Top of DATA EXTRACT

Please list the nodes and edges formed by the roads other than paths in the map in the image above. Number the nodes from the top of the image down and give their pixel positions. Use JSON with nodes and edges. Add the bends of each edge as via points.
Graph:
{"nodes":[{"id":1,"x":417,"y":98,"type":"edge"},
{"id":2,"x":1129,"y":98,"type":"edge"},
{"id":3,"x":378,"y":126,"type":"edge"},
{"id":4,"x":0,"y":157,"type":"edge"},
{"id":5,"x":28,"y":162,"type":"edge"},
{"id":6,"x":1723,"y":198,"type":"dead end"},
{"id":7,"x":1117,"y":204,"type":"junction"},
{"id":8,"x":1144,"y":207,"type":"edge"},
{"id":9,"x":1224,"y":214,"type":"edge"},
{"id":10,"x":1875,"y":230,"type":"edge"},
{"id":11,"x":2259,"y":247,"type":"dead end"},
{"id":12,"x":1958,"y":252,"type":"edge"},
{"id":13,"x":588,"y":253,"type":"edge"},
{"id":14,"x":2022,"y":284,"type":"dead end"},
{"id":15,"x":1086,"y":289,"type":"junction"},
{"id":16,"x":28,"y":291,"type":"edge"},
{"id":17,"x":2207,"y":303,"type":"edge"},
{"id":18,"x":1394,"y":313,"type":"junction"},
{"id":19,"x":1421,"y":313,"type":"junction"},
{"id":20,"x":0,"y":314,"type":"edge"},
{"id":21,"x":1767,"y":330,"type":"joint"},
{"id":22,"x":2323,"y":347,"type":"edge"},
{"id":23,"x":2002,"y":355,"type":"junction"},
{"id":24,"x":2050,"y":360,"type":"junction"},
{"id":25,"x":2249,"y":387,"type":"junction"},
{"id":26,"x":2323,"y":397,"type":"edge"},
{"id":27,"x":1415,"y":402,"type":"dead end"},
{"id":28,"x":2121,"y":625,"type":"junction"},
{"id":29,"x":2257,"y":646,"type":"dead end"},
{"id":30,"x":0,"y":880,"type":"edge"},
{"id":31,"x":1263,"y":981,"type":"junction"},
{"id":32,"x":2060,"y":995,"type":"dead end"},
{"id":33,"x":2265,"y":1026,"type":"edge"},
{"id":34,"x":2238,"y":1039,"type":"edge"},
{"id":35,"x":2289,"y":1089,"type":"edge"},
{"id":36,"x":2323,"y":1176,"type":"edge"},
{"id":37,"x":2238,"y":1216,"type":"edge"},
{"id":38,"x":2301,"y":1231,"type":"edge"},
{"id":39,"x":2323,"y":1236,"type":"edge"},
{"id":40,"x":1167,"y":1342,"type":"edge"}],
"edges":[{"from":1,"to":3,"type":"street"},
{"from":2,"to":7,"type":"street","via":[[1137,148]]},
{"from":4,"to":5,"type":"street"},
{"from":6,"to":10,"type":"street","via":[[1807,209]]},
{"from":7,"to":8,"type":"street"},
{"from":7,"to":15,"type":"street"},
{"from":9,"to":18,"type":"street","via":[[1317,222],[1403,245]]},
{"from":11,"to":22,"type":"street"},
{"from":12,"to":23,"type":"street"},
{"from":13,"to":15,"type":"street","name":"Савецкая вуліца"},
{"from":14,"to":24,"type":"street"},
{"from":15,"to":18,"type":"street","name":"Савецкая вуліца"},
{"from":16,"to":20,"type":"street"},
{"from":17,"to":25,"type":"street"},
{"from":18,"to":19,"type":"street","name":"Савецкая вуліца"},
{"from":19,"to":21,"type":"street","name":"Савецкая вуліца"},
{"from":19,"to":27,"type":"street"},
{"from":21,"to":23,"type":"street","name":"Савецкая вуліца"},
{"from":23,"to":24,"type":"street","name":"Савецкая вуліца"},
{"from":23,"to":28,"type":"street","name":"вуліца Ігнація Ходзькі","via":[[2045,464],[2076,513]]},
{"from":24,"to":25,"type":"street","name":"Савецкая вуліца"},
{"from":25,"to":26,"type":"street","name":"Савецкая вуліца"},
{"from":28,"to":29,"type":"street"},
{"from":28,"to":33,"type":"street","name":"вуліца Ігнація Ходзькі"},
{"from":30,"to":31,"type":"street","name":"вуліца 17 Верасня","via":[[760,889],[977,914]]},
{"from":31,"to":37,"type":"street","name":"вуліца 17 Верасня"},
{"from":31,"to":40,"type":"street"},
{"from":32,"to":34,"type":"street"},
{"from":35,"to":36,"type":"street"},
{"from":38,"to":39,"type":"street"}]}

Bottom of DATA EXTRACT

## EXERCISE DESCRIPTION
The response must contain each line above that holds the string "nodes".

## OUTPUT BELOW
Please list the nodes and edges formed by the roads other than paths in the map in the image above. Number the nodes from the top of the image down and give their pixel positions. Use JSON with nodes and edges. Add the bends of each edge as via points.
{"nodes":[{"id":1,"x":417,"y":98,"type":"edge"},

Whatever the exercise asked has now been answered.